There are other ways to configure and run JMH benchmarks, but creating a main method allows all of the configuration to be visible within the source code.
public static void main(String[] args) throws RunnerException {
Options opt = new OptionsBuilder()
.include(RepeatedSplit.class.getSimpleName())
.warmupIterations(3)
.warmupTime(TimeValue.seconds(2))
.measurementIterations(5)
.measurementTime(TimeValue.seconds(3))
.forks(6)
.mode(Mode.Throughput)
.timeUnit(TimeUnit.SECONDS)
.shouldDoGC(true)
.addProfiler(GCProfiler.class)
.result("jmh_RepeatedSplit.json")
.resultFormat(ResultFormatType.JSON)
.build();
new Runner(opt).run();
}
An Options
object is defined and then a Runner
object created and run using those Options
. The options here add the current benchmark class (named RepeatedSplit), and specify that each "fork" should have 3 warmup iterations (of at least 2 seconds) followed by 5 measurement iterations (of at least 3 seconds), and there will be 6 "forks". This will give 5×6 = 30 measurement iterations in total.
Mode.Throughput
is used (to show ops/sec) and the GCProfiler is added along with a call to shouldDoGC(true)
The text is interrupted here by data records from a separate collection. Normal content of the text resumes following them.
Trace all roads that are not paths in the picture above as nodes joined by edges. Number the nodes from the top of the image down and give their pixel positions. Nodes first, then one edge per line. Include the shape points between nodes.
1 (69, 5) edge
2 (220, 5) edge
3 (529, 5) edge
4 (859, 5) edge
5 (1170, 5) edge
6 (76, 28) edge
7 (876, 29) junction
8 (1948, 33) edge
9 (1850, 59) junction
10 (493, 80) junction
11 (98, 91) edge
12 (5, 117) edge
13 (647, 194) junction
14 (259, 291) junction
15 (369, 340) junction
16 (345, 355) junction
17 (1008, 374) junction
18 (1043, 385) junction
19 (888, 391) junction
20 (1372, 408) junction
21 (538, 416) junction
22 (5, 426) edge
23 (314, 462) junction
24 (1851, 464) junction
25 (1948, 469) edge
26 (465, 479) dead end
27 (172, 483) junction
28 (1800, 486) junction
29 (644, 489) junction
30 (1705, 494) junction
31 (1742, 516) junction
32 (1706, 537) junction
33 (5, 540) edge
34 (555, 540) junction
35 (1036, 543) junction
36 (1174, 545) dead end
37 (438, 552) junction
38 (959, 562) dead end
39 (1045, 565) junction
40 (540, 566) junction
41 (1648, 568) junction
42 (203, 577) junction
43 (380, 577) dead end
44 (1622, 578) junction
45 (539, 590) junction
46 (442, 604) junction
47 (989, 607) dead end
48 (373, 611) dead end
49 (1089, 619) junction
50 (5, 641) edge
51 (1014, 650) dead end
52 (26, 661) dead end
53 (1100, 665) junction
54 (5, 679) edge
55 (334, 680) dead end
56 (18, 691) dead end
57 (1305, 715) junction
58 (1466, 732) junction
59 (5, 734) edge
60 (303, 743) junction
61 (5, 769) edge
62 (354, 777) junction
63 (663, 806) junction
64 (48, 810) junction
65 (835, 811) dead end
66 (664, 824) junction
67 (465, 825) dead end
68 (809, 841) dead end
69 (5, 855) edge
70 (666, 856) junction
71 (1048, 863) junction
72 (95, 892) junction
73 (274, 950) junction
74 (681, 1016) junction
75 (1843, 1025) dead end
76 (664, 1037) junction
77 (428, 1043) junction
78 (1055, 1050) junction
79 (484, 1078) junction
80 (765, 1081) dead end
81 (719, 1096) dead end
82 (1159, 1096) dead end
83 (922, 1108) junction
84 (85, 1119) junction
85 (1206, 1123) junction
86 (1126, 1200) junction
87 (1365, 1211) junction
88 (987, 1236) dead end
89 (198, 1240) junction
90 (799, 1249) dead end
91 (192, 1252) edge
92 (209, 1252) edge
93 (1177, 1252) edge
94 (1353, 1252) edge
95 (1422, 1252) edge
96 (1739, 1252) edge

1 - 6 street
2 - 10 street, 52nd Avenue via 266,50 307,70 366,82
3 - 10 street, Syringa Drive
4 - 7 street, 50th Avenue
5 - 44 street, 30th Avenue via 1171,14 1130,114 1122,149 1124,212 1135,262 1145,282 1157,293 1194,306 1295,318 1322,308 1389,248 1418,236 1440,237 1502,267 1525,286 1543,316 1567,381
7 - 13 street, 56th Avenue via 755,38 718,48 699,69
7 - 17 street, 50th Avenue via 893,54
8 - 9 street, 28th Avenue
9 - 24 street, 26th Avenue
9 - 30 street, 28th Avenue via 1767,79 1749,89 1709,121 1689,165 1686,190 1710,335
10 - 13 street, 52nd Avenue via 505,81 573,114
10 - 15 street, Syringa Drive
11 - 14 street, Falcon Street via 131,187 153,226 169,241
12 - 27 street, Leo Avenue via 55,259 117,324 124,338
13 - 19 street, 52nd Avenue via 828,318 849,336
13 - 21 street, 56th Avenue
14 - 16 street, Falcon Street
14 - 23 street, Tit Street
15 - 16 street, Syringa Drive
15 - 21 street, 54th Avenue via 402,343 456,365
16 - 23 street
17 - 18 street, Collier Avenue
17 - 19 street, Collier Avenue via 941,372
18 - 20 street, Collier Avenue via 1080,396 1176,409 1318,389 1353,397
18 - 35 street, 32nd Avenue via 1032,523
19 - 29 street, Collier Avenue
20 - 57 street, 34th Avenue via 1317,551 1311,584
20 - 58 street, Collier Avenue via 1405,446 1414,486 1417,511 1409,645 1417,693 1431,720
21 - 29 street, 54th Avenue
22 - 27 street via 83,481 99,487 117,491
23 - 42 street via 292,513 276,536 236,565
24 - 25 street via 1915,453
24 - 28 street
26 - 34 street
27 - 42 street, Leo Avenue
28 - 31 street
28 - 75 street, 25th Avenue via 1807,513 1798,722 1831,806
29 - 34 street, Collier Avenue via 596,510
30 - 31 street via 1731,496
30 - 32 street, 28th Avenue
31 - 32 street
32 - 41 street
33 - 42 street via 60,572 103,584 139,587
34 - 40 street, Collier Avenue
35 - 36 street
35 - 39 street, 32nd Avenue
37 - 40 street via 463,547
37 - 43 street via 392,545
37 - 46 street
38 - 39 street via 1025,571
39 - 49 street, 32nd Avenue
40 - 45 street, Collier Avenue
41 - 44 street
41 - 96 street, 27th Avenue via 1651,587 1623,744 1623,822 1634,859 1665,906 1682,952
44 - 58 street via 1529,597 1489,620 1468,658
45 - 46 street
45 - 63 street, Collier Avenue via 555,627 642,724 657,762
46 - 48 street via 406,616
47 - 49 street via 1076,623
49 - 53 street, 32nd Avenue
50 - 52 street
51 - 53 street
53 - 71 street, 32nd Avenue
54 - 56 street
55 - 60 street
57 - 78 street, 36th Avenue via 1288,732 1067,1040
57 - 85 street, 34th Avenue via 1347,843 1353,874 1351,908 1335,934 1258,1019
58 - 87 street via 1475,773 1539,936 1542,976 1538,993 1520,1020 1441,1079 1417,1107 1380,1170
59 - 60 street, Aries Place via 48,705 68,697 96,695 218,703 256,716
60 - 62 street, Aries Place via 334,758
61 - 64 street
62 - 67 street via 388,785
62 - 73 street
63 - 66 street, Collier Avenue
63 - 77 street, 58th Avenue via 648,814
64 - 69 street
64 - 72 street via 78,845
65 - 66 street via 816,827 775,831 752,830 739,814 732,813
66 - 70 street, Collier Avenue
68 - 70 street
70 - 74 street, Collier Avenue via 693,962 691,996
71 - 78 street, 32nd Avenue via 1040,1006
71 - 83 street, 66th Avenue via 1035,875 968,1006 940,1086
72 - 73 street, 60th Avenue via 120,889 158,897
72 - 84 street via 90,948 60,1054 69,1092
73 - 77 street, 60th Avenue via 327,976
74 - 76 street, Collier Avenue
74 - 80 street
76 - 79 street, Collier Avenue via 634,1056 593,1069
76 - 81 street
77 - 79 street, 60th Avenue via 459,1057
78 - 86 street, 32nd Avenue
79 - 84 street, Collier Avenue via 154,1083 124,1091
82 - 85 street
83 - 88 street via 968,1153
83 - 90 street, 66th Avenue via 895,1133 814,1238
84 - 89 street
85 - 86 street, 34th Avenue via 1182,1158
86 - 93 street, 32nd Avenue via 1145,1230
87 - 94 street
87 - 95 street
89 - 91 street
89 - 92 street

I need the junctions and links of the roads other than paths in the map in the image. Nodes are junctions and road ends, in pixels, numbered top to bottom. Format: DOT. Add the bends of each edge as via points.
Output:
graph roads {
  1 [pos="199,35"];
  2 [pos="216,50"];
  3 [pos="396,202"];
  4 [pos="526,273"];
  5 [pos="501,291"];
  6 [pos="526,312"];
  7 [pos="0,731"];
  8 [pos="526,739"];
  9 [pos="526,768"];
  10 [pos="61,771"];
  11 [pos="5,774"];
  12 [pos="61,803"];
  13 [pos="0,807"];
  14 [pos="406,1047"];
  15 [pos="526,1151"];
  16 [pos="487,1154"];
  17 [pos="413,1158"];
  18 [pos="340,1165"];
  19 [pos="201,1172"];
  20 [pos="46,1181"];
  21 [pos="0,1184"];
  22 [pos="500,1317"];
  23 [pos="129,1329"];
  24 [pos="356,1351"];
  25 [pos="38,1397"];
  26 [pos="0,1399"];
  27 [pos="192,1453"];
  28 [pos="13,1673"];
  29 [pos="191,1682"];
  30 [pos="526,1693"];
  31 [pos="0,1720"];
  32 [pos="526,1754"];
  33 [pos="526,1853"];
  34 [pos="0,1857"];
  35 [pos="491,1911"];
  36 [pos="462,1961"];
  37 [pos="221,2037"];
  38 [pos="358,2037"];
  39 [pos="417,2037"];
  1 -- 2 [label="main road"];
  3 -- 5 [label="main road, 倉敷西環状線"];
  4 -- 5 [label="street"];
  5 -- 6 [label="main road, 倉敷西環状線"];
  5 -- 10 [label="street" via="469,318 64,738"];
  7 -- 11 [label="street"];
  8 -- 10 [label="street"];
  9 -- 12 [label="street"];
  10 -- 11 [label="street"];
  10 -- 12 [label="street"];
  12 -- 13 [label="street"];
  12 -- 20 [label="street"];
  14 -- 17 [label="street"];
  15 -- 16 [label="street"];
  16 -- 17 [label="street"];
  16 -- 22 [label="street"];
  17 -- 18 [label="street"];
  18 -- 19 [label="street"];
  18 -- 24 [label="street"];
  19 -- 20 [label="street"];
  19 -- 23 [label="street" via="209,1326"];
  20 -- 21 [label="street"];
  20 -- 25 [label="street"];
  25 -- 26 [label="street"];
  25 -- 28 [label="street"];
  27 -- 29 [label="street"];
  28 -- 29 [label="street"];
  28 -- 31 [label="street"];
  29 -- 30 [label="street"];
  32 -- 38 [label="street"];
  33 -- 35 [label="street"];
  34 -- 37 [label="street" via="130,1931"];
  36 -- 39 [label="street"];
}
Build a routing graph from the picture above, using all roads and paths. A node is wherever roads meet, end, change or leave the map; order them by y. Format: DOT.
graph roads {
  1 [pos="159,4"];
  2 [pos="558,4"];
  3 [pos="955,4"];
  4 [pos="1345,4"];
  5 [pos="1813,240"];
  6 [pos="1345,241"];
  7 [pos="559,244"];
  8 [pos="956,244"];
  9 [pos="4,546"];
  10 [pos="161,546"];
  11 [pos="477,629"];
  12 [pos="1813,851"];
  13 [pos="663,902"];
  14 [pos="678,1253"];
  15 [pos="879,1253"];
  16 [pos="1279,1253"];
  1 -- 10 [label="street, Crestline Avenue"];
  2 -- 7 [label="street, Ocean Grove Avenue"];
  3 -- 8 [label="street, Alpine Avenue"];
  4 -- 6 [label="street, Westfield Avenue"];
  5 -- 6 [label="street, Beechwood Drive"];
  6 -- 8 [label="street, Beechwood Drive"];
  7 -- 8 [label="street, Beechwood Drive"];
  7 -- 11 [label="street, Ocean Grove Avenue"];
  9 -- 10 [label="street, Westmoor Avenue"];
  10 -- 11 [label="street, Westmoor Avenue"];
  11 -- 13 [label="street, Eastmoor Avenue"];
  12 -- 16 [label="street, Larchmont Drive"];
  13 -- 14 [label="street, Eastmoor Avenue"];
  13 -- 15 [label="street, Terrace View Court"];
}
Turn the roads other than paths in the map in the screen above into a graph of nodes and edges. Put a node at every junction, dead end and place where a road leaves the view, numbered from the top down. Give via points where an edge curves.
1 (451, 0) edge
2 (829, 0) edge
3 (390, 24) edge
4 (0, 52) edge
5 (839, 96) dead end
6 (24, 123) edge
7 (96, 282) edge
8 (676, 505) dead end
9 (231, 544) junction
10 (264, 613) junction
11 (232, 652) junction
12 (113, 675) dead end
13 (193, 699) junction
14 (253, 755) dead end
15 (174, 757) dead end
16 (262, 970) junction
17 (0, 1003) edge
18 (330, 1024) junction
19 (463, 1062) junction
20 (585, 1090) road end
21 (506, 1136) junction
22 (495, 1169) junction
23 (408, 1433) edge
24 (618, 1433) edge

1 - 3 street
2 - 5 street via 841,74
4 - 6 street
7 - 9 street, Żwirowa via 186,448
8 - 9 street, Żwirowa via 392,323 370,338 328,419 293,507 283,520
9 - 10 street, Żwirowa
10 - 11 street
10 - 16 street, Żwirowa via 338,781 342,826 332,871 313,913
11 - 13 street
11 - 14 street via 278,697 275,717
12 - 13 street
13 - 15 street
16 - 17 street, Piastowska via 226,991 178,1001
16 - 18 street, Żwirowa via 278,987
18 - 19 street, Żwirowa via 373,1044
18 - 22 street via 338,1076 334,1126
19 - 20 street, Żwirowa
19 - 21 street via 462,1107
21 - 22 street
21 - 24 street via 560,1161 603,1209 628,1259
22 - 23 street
so that the Java garbage collector is run and studied in order to estimate the amount of data allocated to heap memory.
JSON file output is requested by calling result
with the desired output file name, and calling resultFormat(ResultFormatType.JSON)
.
Below is the data reported by the JMH benchmark when run on my machine. To make it easier to read, the numbers have been truncated (but keep at least five significant digits).
Statistic | oneSplit | repeatedSplit |
---|---|---|
Throughput mean (ops/sec) | 5,845,193 | 961,293 |
Throughput CI 99.9% lower | 5,693,438 | 939,704 |
Throughput CI 99.9% upper | 5,996,947 | 982,883 |
gc.alloc.rate.norm mean (bytes/op) | 408.17 | 2,449.1 |
gc.alloc.rate.norm CI 99.9% lower | 408.16 | 2,449.0 |
gc.alloc.rate.norm CI 99.9% upper | 408.17 | 2,449.1 |
This data was gathered on a Windows 10 machine with an Intel® Core™ i5-1035G1 CPU and eight gibibytes of RAM, using JMH benchmarks compiled and run on OpenJDK 15.0.1 from within an IDE. (Be aware that for increased precision and reduced data noise, it would be recommended to run from a command line with no other applications running.)
Note that different hardware and different JDK and JVM versions will give different results, so if the findings are important then you should reproduce this benchmark on your own specific environment. However, with a difference as strong as is seen in this case, it seems likely that the "correct" approach will outperform the "wrong" approach on almost all systems.
Instead of calling a non-trivial method repeatedly just to produce the exact same result, call the method once and hold the result in a local variable. That will probably give better performance, and will probably make the code easier to read and work with.